··· DATA EXTRACTS

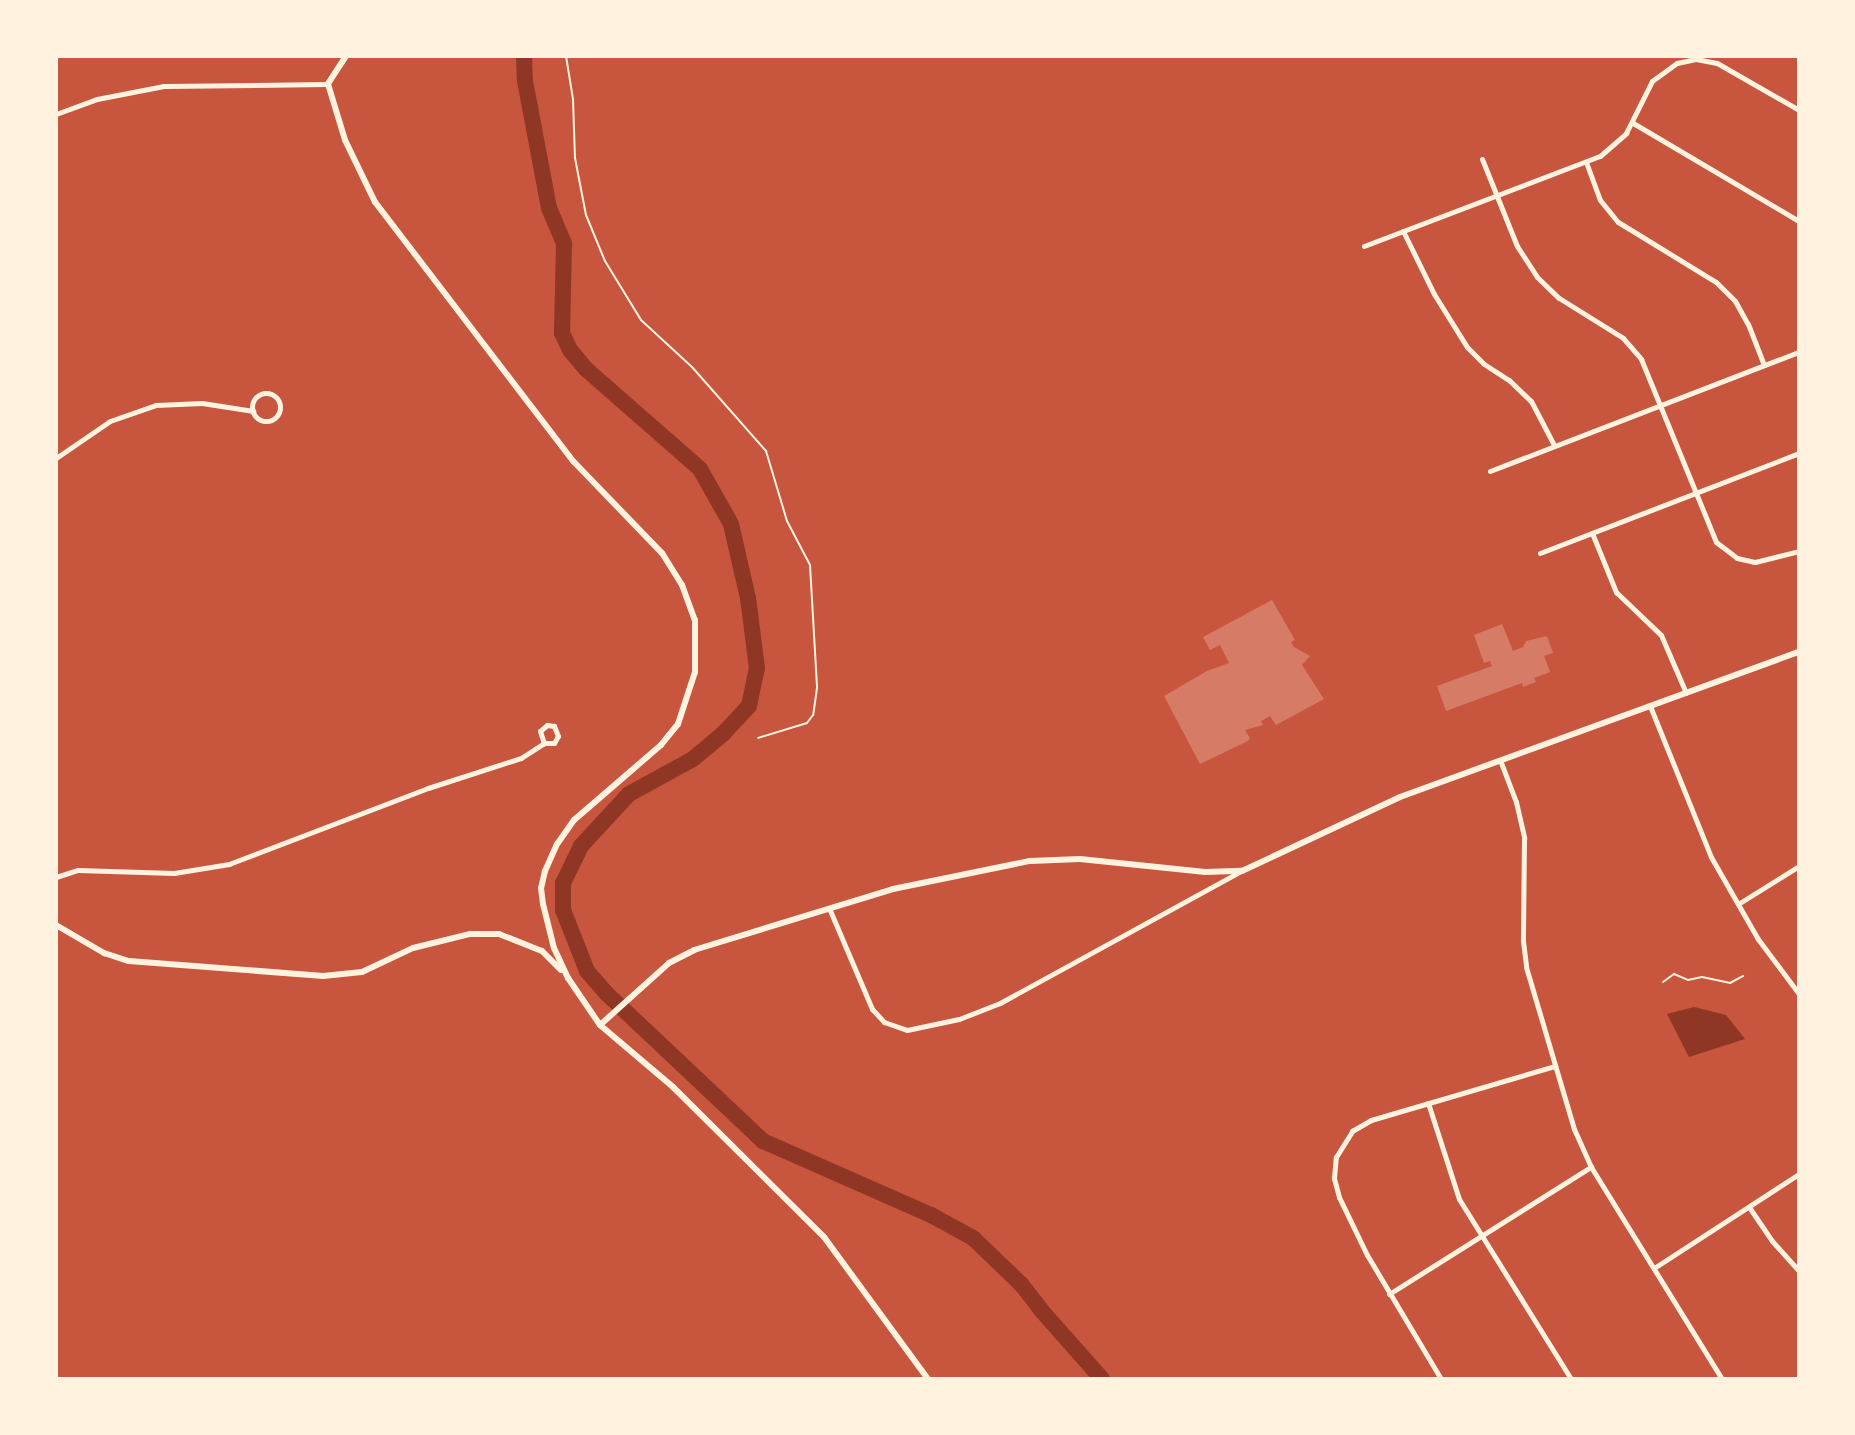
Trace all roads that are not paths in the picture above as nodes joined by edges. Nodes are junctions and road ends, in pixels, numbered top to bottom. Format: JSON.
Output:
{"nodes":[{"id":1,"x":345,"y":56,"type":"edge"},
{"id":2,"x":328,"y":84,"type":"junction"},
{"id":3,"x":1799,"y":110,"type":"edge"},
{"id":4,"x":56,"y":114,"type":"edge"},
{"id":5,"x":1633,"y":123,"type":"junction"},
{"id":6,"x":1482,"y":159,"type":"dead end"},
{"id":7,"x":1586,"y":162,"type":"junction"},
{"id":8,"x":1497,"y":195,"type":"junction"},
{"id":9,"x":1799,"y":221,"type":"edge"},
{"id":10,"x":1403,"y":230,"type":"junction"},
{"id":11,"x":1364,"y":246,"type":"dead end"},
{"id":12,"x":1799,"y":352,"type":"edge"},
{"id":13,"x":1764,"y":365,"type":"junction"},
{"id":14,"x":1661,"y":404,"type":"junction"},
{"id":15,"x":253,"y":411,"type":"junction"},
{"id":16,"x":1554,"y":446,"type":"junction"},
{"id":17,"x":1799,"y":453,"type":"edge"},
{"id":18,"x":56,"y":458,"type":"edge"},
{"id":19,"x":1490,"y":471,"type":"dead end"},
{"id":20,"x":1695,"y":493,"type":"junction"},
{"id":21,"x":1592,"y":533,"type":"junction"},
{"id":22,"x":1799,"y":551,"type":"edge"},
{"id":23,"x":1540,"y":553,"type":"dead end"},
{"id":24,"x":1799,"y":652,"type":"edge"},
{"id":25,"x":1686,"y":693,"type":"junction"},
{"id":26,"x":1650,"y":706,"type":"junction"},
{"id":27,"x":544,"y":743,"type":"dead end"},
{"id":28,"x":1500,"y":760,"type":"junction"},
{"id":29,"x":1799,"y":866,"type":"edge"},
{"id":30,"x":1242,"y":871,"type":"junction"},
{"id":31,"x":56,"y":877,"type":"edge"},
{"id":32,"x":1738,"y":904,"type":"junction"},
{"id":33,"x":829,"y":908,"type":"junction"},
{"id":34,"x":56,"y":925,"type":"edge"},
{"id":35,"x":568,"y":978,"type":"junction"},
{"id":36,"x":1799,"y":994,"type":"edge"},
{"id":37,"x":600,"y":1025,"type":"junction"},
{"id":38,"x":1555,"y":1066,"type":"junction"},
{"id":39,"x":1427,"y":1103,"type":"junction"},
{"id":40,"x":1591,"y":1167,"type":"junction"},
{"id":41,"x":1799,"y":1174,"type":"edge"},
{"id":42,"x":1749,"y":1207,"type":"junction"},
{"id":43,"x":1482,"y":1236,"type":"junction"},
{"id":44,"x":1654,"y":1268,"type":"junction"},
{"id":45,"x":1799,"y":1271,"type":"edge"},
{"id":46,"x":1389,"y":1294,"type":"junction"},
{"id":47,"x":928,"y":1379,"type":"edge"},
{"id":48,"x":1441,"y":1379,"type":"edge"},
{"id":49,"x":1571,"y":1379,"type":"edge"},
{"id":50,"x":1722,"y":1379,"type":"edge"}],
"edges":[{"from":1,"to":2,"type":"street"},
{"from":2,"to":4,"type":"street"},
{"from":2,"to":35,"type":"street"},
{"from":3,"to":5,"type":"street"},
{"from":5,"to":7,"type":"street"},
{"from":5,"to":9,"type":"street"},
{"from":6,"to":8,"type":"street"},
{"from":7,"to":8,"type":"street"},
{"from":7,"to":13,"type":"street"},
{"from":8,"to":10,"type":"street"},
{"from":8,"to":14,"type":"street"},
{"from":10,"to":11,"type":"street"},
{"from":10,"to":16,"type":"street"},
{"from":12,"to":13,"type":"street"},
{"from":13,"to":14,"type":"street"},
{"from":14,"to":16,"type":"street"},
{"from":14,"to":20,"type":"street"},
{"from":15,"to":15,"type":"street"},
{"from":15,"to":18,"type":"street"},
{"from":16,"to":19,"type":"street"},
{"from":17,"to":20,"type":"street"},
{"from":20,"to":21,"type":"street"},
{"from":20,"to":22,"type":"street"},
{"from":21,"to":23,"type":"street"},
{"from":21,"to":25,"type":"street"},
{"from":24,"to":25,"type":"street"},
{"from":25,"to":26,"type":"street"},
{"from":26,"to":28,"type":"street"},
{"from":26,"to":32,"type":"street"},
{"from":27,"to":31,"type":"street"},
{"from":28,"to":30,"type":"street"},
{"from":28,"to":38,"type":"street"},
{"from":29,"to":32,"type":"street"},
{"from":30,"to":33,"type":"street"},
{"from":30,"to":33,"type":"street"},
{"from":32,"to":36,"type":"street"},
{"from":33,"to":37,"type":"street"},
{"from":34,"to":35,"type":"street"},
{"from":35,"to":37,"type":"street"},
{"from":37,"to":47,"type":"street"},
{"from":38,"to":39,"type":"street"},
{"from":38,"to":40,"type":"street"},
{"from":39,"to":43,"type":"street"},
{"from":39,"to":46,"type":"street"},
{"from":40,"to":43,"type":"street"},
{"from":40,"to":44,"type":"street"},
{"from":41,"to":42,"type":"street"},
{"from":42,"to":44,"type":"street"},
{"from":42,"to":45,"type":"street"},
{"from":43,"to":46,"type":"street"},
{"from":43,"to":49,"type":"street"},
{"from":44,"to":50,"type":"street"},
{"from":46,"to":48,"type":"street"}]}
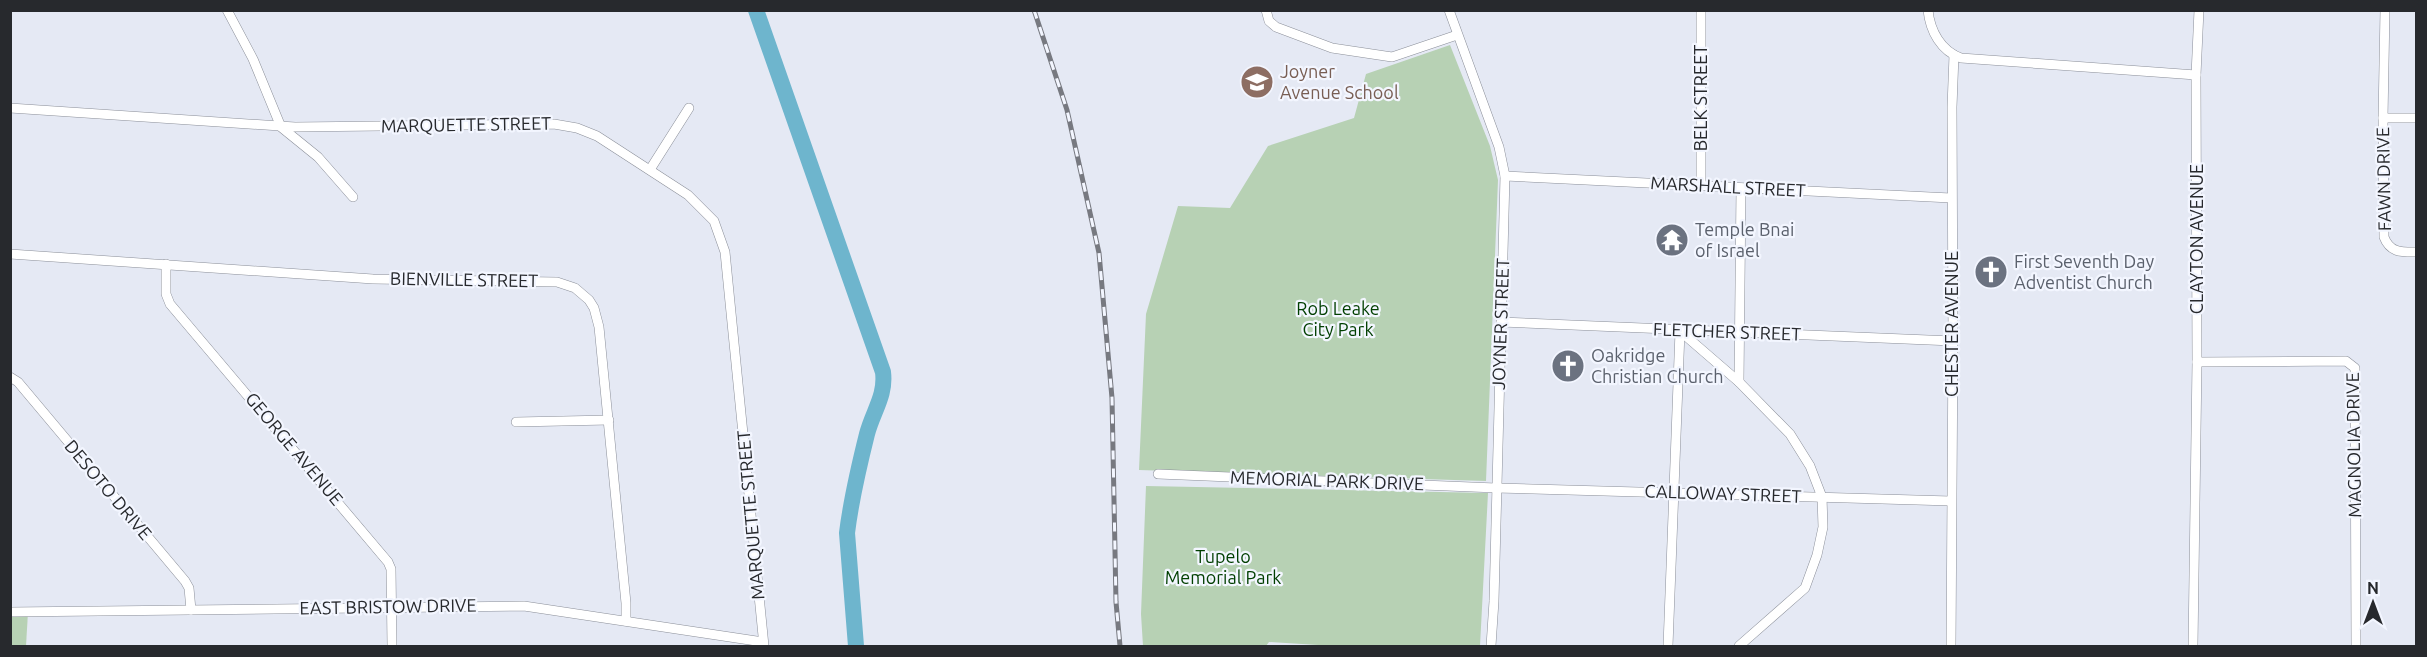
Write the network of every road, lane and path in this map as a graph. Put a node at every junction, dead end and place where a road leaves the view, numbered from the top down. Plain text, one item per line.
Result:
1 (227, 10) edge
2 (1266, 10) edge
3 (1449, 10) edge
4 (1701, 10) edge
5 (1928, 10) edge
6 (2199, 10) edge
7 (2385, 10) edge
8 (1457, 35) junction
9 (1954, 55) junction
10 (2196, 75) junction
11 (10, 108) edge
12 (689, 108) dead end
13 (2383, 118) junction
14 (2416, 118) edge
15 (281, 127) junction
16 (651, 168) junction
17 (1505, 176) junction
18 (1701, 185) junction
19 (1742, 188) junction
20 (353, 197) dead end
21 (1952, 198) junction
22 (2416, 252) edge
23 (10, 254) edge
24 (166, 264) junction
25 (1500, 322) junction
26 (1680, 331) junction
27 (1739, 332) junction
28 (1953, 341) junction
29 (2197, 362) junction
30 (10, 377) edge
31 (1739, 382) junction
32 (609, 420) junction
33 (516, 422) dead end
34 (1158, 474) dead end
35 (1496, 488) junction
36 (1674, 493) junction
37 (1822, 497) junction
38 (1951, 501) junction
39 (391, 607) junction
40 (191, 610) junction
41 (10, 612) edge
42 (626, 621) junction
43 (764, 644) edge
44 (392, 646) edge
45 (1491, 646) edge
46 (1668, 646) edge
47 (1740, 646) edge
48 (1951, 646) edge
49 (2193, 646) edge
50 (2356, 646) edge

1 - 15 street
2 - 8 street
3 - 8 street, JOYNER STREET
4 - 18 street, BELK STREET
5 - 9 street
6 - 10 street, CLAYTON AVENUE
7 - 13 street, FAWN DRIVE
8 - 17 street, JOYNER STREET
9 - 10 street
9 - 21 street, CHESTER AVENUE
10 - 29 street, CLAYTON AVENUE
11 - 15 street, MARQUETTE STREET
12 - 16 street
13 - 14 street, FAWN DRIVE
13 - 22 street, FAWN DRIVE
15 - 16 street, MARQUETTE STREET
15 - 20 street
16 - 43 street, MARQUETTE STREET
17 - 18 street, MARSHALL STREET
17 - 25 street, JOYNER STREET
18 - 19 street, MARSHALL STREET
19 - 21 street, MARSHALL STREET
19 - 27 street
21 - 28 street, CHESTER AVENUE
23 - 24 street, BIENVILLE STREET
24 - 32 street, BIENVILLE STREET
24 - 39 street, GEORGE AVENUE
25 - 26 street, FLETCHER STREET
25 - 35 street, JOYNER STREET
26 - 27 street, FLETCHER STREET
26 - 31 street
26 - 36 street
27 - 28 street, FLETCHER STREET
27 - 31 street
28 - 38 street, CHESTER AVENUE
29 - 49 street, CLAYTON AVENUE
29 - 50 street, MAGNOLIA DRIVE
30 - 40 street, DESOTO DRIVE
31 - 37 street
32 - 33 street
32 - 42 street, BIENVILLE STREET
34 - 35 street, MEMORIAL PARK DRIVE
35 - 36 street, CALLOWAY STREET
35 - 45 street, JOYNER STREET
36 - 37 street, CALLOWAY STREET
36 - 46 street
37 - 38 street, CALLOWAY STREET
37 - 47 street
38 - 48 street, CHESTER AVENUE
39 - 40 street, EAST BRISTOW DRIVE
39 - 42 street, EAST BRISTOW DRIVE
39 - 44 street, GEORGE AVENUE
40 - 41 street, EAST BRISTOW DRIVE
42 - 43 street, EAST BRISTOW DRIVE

······

● **TASK TO CARRY OUT**:
Please give the number of lines in the data above that hold "CHESTER", and write nothing else.

● **THE COMPLETED TASK**:
4